Bilimsel desteğin tamamına yakınını Amerika, İngiltere, İspanya, Almanya, İtalya gibi ülkelerin Araştırma kurumlarından sağladık. Birçok tekniği buralara gönderdiğim doktora öğrencilerinin çalışmaları yoluyla ülkemize transfer etme şansını bulduk.
Ayrıca Merkezde kurduğumuz döner sermaye sayesinde gerek yüksek lisans öğrencilerini yurtdışına gönderilmeleri ve gerekse konumuzla ilgili bilimsel toplantılarda çalışmalarımızı sunmak için arkadaşların finanse edilmesi sağlandı. Bunun sonucu proje yürütülen birimin bağımsız bir maddi kaynağa sahip olmasının ne büyük imkânlar sunduğunu yaşayarak öğrendim ve araştırma politikalarının tartışıldığı ortamlarda daima bu gerçeğin savunucusu oldum.
Bence önemli bir diğer konuda TURUNÇGİL BÜLTENİ isimli derginin 10 yıl boyunca yılda 3 defa olmak üzere bin aboneye ücretsiz olarak gönderilmesidir.
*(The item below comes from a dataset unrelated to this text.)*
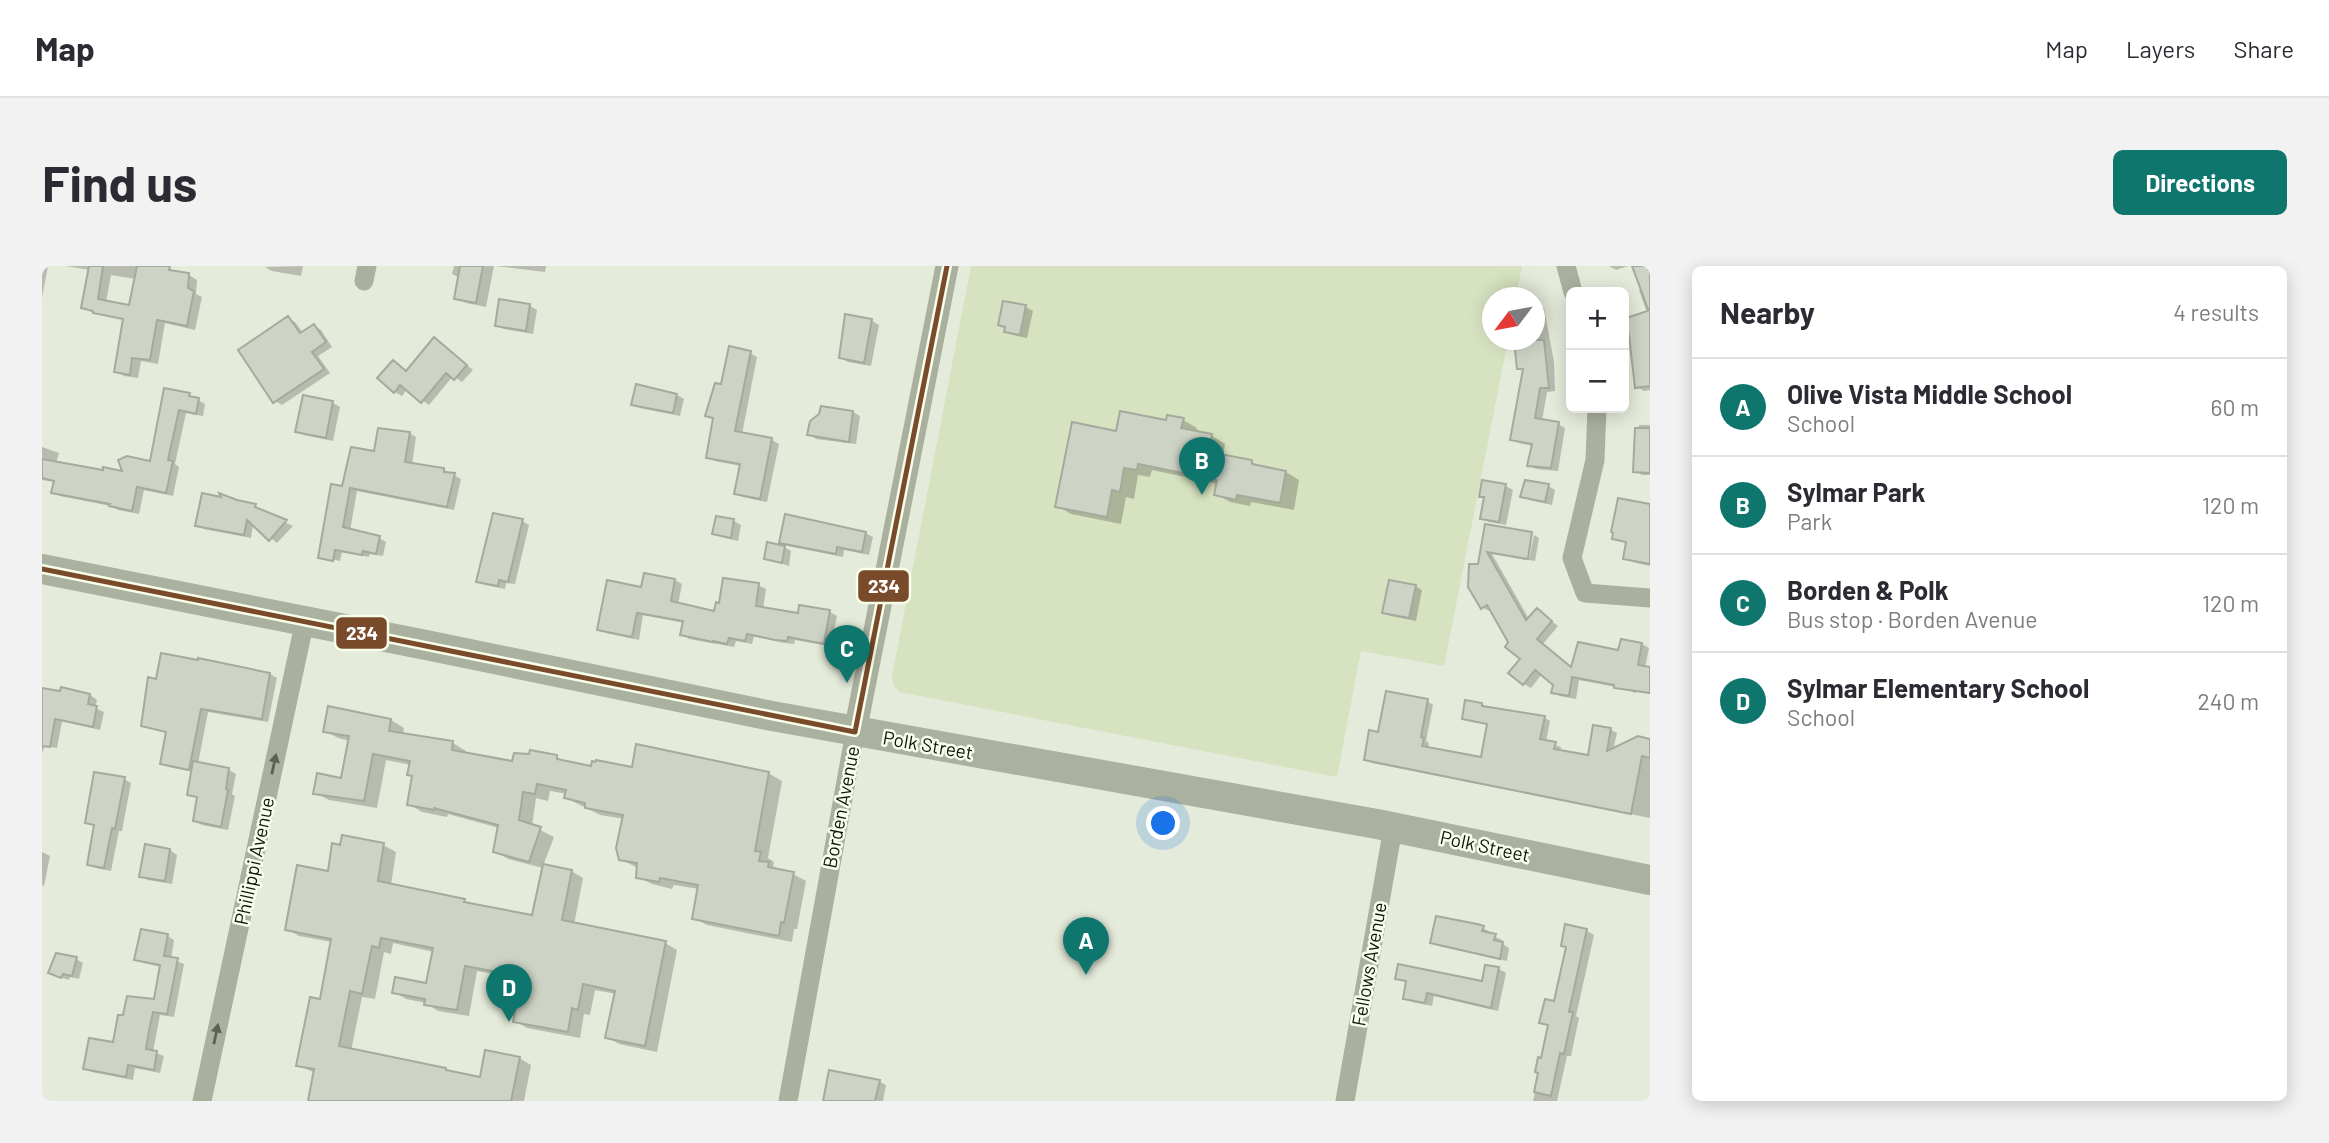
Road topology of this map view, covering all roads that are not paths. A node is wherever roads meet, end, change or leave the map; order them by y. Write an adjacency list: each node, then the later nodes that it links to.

Bu dergi, gerek ülkemizde turunçgiller ile ilgili sorunları, yapılan çalışmaları bire bir üretici ve danışmanlara iletmek ve gerekse Üniversite Üretici diyalogunu kurulmasında gerçekten çok yararlı olmuştur. Ayrıca bu yıllar içinde gerek yurtiçi ve gerekse yurtdışı bilimsel kuruluşlarda bu merkezde elde edilen sonuçlar sunulmuştur. Turunçgil Bülteninin tüm sayıları aşağıda adresini verdiğim Blog da yayımlanmıştır (https://turuncgilbulteni.blogspot.com.tr/). Ayrıca üreticilere dönük tüm Akdeniz ve Ege kıyısında turunçgil tarımı yapılan bölgelerde sayısız konferanslar düzenlenmiştir.
Peki, tarımın turunçgil gibi bir alanında ülkemizde akademik çalışmalar yapmak bana ne öğretti? 33 Yıl sonra geriye baktığımda neler görüyorum ve bu yılların akademik açıdan bana kazandırdığı ve benden aldıkları nelerdir? Bu soruyu çalışan veya emekli olan tüm akademisyenlerin kendilerine sormasını öneririm. Böylece Üniversitelerde bir ömrü tüketen bizlerin, benim yaptığım gibi “Ülkemizde Akademisyen Olmanın” getiri ve götürülerini ortaya koyma şansları olacağına gönülden inanıyorum. Ve bu konunun irdelenmesinin ülkemizdeki Üniversitemizin geleceği açısından çok önemli olduğuna inanıyorum.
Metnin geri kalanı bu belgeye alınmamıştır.